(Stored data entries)

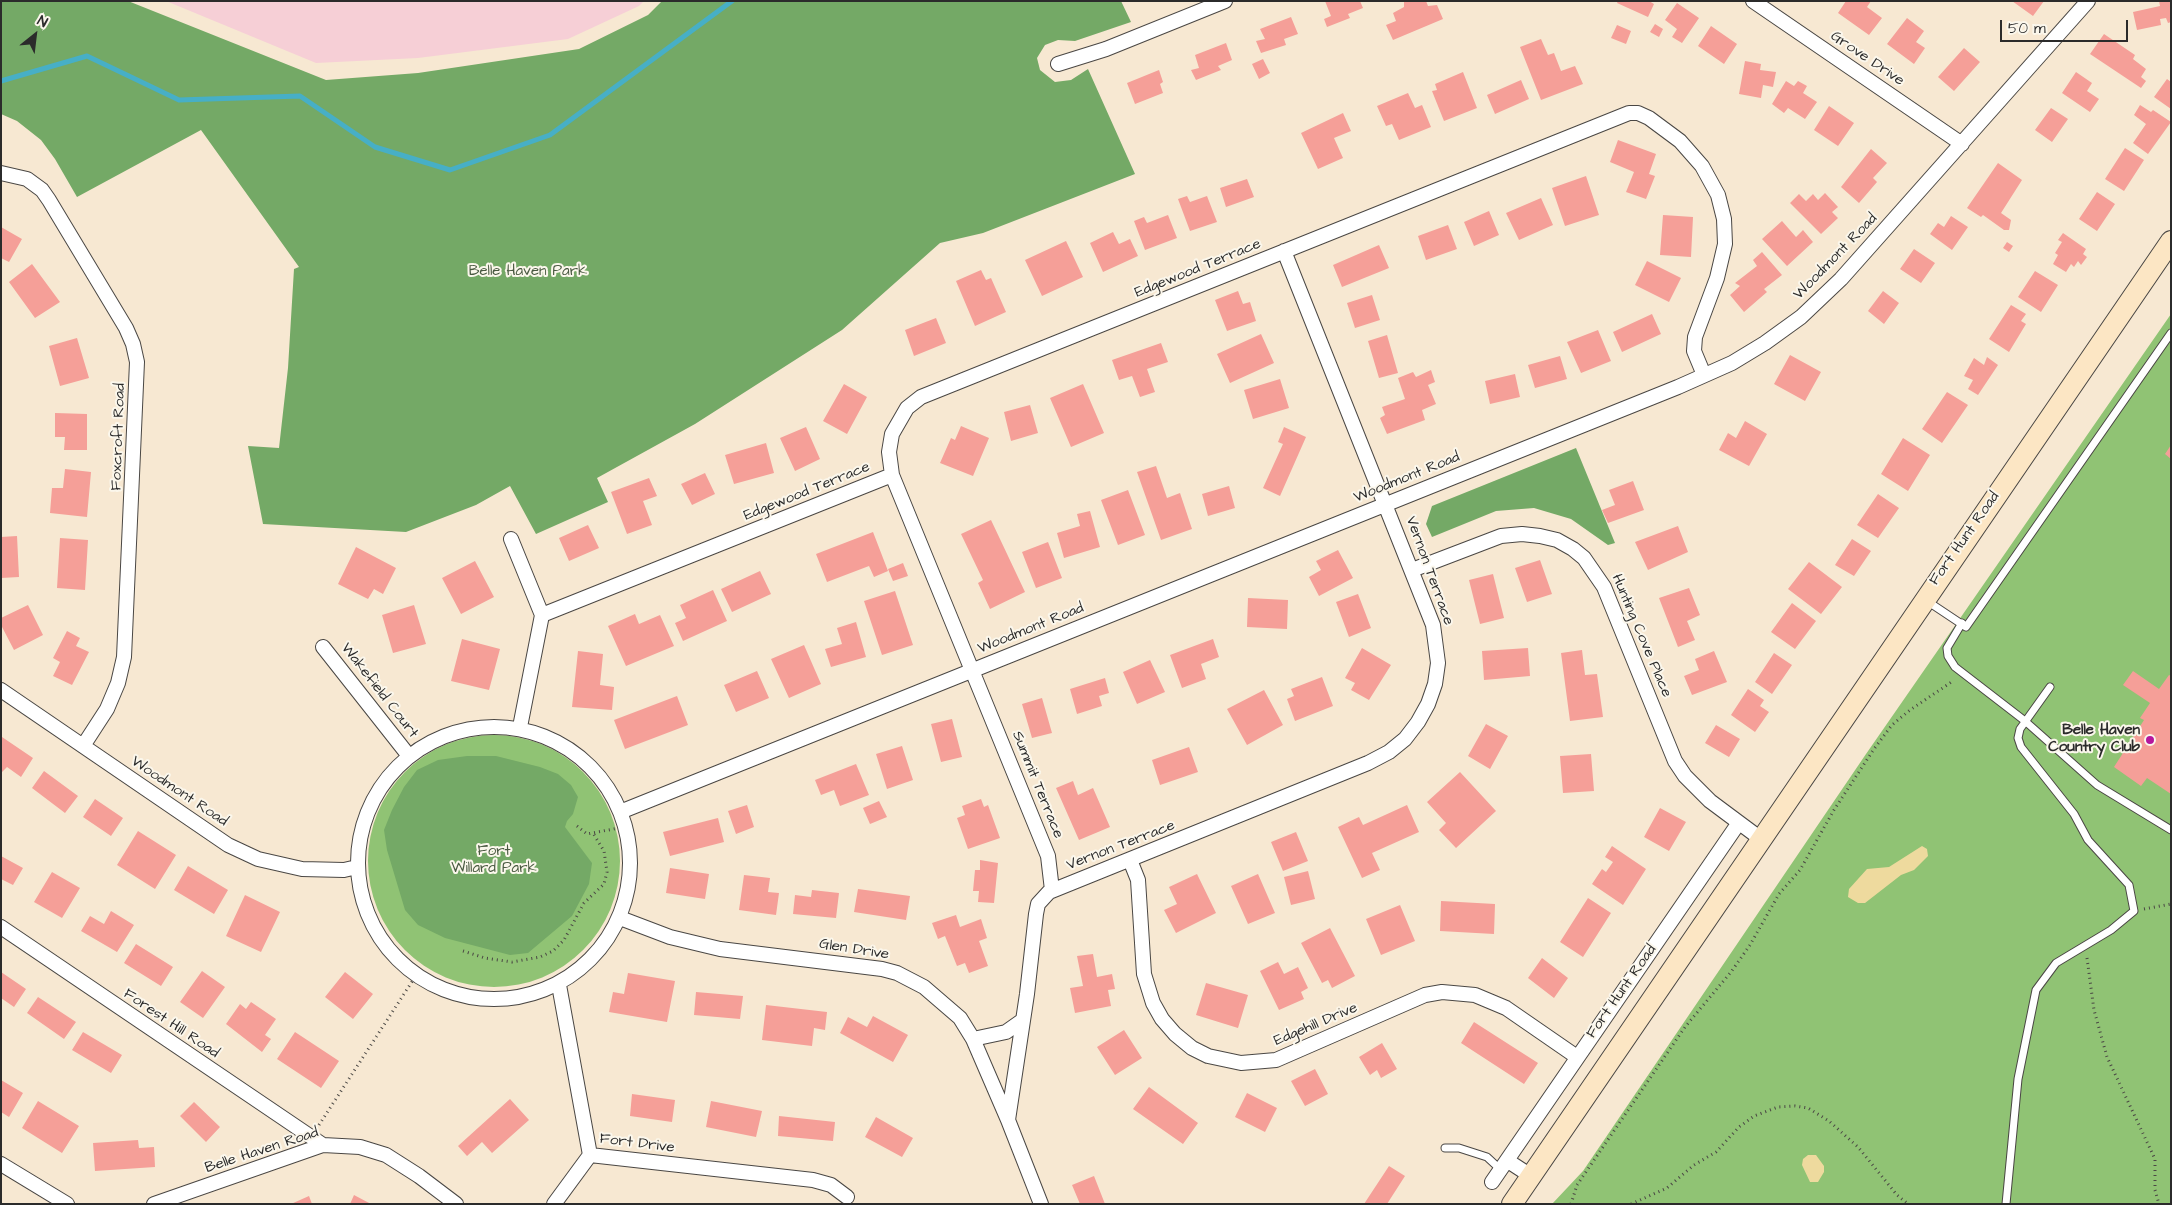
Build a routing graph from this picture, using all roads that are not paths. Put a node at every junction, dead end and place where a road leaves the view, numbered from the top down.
1 (1225, 1) edge
2 (1753, 1) edge
3 (2088, 1) edge
4 (1058, 64) dead end
5 (1962, 144) junction
6 (1, 173) edge
7 (2171, 241) edge
8 (1284, 251) junction
9 (2171, 333) edge
10 (1704, 375) junction
11 (892, 475) junction
12 (1386, 504) junction
13 (511, 539) dead end
14 (1412, 570) junction
15 (1925, 599) junction
16 (542, 615) junction
17 (1964, 625) junction
18 (323, 647) dead end
19 (974, 670) junction
20 (2050, 687) dead end
21 (1, 690) edge
22 (2025, 721) junction
23 (520, 727) junction
24 (82, 746) junction
25 (409, 756) junction
26 (620, 812) junction
27 (1738, 824) junction
28 (2171, 830) edge
29 (1761, 838) junction
30 (1130, 860) junction
31 (357, 867) junction
32 (1052, 890) junction
33 (620, 918) junction
34 (1, 927) edge
35 (558, 985) junction
36 (1023, 1020) junction
37 (973, 1039) junction
38 (1577, 1057) junction
39 (1008, 1120) junction
40 (323, 1145) junction
41 (1445, 1148) dead end
42 (590, 1155) junction
43 (1, 1164) edge
44 (1504, 1165) junction
45 (1531, 1176) junction
46 (1492, 1182) dead end
47 (847, 1197) dead end
48 (66, 1204) edge
49 (154, 1204) edge
50 (456, 1204) edge
51 (554, 1204) edge
52 (1041, 1204) edge
53 (1512, 1204) edge
54 (2006, 1204) edge

1 - 4 street
2 - 5 street, Grove Drive
3 - 5 street, Woodmont Road
5 - 10 street, Woodmont Road
6 - 24 street, Foxcroft Road
7 - 15 main road, Fort Hunt Road
8 - 10 street, Edgewood Terrace
8 - 11 street, Edgewood Terrace
8 - 12 street, Vernon Terrace
9 - 17 lane
10 - 12 street, Woodmont Road
11 - 16 street, Edgewood Terrace
11 - 19 street, Summit Terrace
12 - 14 street, Vernon Terrace
12 - 19 street, Woodmont Road
13 - 16 street
14 - 27 street, Hunting Cove Place
14 - 30 street, Vernon Terrace
15 - 17 lane
15 - 29 main road, Fort Hunt Road
16 - 23 street
17 - 22 lane
18 - 25 street, Wakefield Court
19 - 26 street, Woodmont Road
19 - 32 street, Summit Terrace
20 - 22 lane
21 - 24 street, Woodmont Road
22 - 28 lane
22 - 54 lane
23 - 25 street
23 - 26 street
24 - 31 street, Woodmont Road
25 - 31 street
26 - 33 street
27 - 29 street
27 - 38 street, Fort Hunt Road
29 - 45 main road, Fort Hunt Road
30 - 32 street, Vernon Terrace
30 - 38 street, Edgehill Drive
31 - 35 street
32 - 36 street
33 - 35 street
33 - 37 street, Glen Drive
34 - 40 street, Forest Hill Road
35 - 42 street, Fort Drive
36 - 37 street
36 - 39 street
37 - 39 street, Glen Drive
38 - 44 street, Fort Hunt Road
39 - 52 street, Glen Drive
40 - 49 street, Belle Haven Road
40 - 50 street, Belle Haven Road
41 - 44 lane
42 - 47 street, Fort Drive
42 - 51 street
43 - 48 street
44 - 45 street
44 - 46 street, Fort Hunt Road
45 - 53 main road, Fort Hunt Road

#### Exercise
Output each record above word for word, leaving out images.

#### Solution for this problem
Build a routing graph from this picture, using all roads that are not paths. Put a node at every junction, dead end and place where a road leaves the view, numbered from the top down.
1 (1225, 1) edge
2 (1753, 1) edge
3 (2088, 1) edge
4 (1058, 64) dead end
5 (1962, 144) junction
6 (1, 173) edge
7 (2171, 241) edge
8 (1284, 251) junction
9 (2171, 333) edge
10 (1704, 375) junction
11 (892, 475) junction
12 (1386, 504) junction
13 (511, 539) dead end
14 (1412, 570) junction
15 (1925, 599) junction
16 (542, 615) junction
17 (1964, 625) junction
18 (323, 647) dead end
19 (974, 670) junction
20 (2050, 687) dead end
21 (1, 690) edge
22 (2025, 721) junction
23 (520, 727) junction
24 (82, 746) junction
25 (409, 756) junction
26 (620, 812) junction
27 (1738, 824) junction
28 (2171, 830) edge
29 (1761, 838) junction
30 (1130, 860) junction
31 (357, 867) junction
32 (1052, 890) junction
33 (620, 918) junction
34 (1, 927) edge
35 (558, 985) junction
36 (1023, 1020) junction
37 (973, 1039) junction
38 (1577, 1057) junction
39 (1008, 1120) junction
40 (323, 1145) junction
41 (1445, 1148) dead end
42 (590, 1155) junction
43 (1, 1164) edge
44 (1504, 1165) junction
45 (1531, 1176) junction
46 (1492, 1182) dead end
47 (847, 1197) dead end
48 (66, 1204) edge
49 (154, 1204) edge
50 (456, 1204) edge
51 (554, 1204) edge
52 (1041, 1204) edge
53 (1512, 1204) edge
54 (2006, 1204) edge

1 - 4 street
2 - 5 street, Grove Drive
3 - 5 street, Woodmont Road
5 - 10 street, Woodmont Road
6 - 24 street, Foxcroft Road
7 - 15 main road, Fort Hunt Road
8 - 10 street, Edgewood Terrace
8 - 11 street, Edgewood Terrace
8 - 12 street, Vernon Terrace
9 - 17 lane
10 - 12 street, Woodmont Road
11 - 16 street, Edgewood Terrace
11 - 19 street, Summit Terrace
12 - 14 street, Vernon Terrace
12 - 19 street, Woodmont Road
13 - 16 street
14 - 27 street, Hunting Cove Place
14 - 30 street, Vernon Terrace
15 - 17 lane
15 - 29 main road, Fort Hunt Road
16 - 23 street
17 - 22 lane
18 - 25 street, Wakefield Court
19 - 26 street, Woodmont Road
19 - 32 street, Summit Terrace
20 - 22 lane
21 - 24 street, Woodmont Road
22 - 28 lane
22 - 54 lane
23 - 25 street
23 - 26 street
24 - 31 street, Woodmont Road
25 - 31 street
26 - 33 street
27 - 29 street
27 - 38 street, Fort Hunt Road
29 - 45 main road, Fort Hunt Road
30 - 32 street, Vernon Terrace
30 - 38 street, Edgehill Drive
31 - 35 street
32 - 36 street
33 - 35 street
33 - 37 street, Glen Drive
34 - 40 street, Forest Hill Road
35 - 42 street, Fort Drive
36 - 37 street
36 - 39 street
37 - 39 street, Glen Drive
38 - 44 street, Fort Hunt Road
39 - 52 street, Glen Drive
40 - 49 street, Belle Haven Road
40 - 50 street, Belle Haven Road
41 - 44 lane
42 - 47 street, Fort Drive
42 - 51 street
43 - 48 street
44 - 45 street
44 - 46 street, Fort Hunt Road
45 - 53 main road, Fort Hunt Road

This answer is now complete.